Slurm

Slurm is an open-source cluster management and job scheduler, originally developed at the Lawrence Livermore National Laboratory. Commercial support is now provided by SchedMD. The information provided in this document is a basic guide for some of the most useful commands, along with specific information for the RDHPCS systems. The SchedMD site maintains full documentation and basic tutorials.

Some common Slurm commands are summarized in the table below.

Command

Action/Task

squeue

Show the current queue

sbatch

Submit a batch script

salloc

Submit an interactive job

srun

Launch a parallel job

sinfo

Show node/partition info

sacct

View accounting information for jobs/job steps

sacctmgr

View account information

scancel

Cancel a job or job step

scontrol

View or modify job configuration.

All Slurm commands have on-line manual pages viewable via the man command (e.g., man sbatch) and extensive usage information using the --help option (e.g., sinfo --help). See References for links to the SchedMD documentation.

Running a Job

Computational work on the RDHPCS is performed by jobs. Jobs typically consist of several components:

  • A batch submission script

  • A binary executable

  • A set of input files for the executable

  • A set of output files created by the executable

In general, the process for running a job is to:

  1. Prepare executables and input files.

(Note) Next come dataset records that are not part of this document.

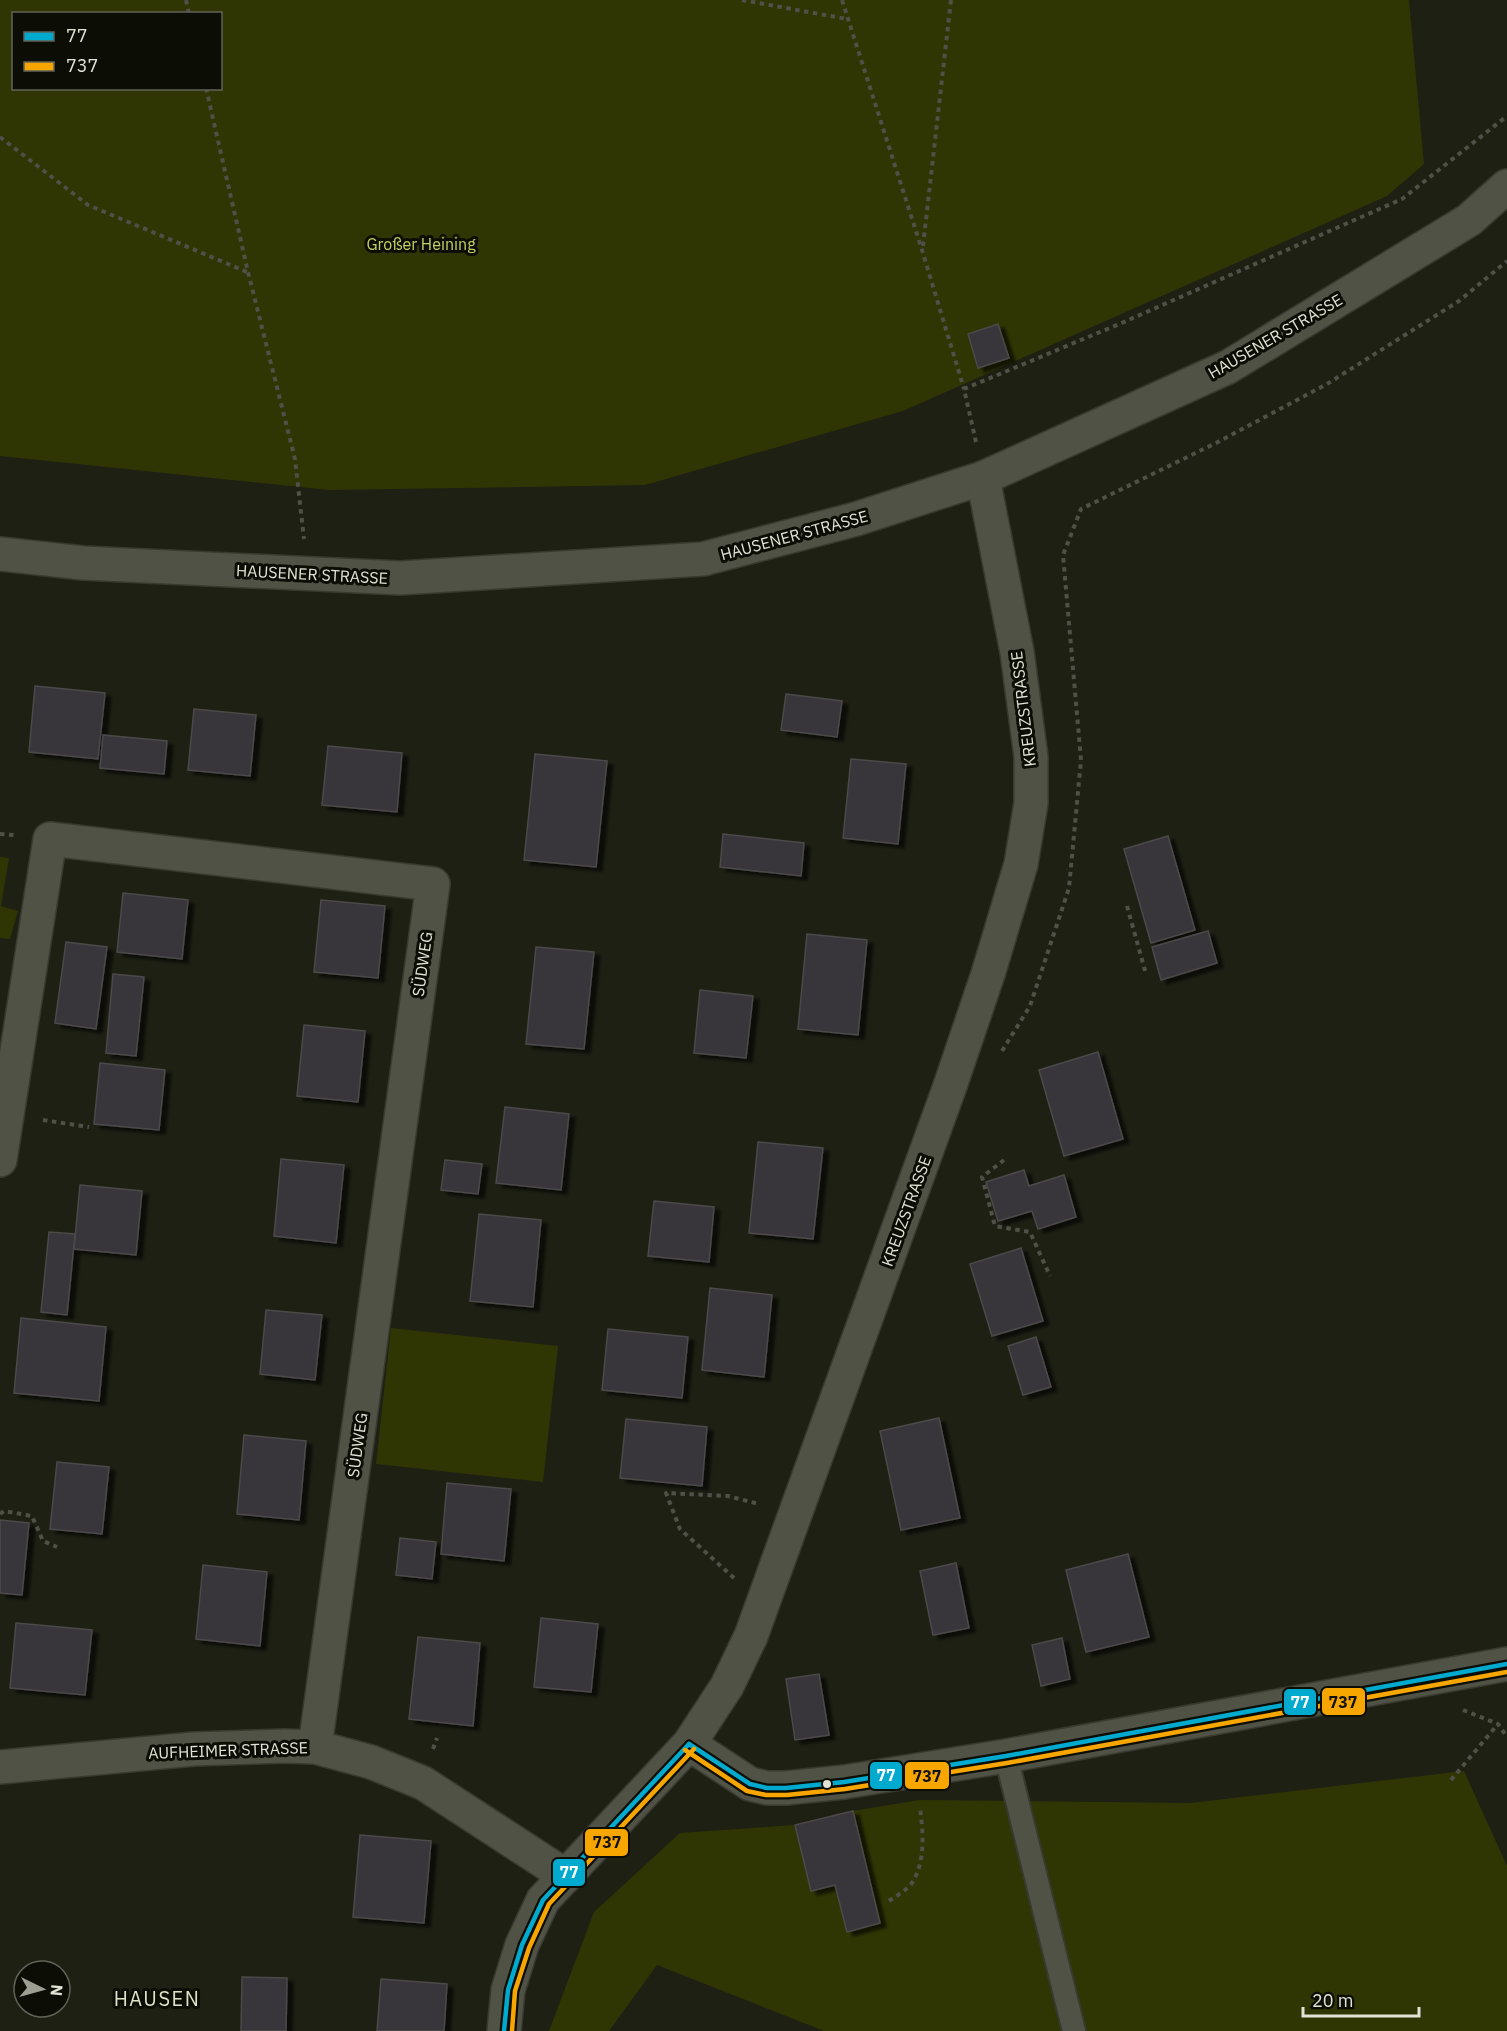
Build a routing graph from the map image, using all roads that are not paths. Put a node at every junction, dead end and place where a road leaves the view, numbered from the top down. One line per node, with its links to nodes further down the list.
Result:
1 (1507, 186): 2 (street, HAUSENER STRASSE)
2 (983, 478): 3 (street, HAUSENER STRASSE); 6 (street, KREUZSTRASSE)
3 (0, 554)
4 (0, 1160): 7 (street, SÜDWEG)
5 (1507, 1664): 8 (street)
6 (689, 1744): 8 (street); 10 (street, KREUZSTRASSE)
7 (315, 1747): 9 (street, AUFHEIMER STRASSE); 10 (street, AUFHEIMER STRASSE)
8 (1006, 1756): 12 (lane)
9 (0, 1767)
10 (566, 1876): 11 (street, KREUZSTRASSE)
11 (504, 2031)
12 (1074, 2031)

  2. Write a batch script.

  3. Submit the batch script to the batch scheduler.

  4. Optionally monitor the job before and during execution.

In addition, users can perform interactive work on the compute nodes using the salloc command.

Batch Scripts

The most common way to interact with the batch system is via batch scripts. A batch script is simply a shell script with added directives to request various resources from or provide certain information to the scheduling system. Aside from these directives, the batch script is simply the series of commands needed to set up and run your job.

To submit a batch script, use the command sbatch myjob.sl.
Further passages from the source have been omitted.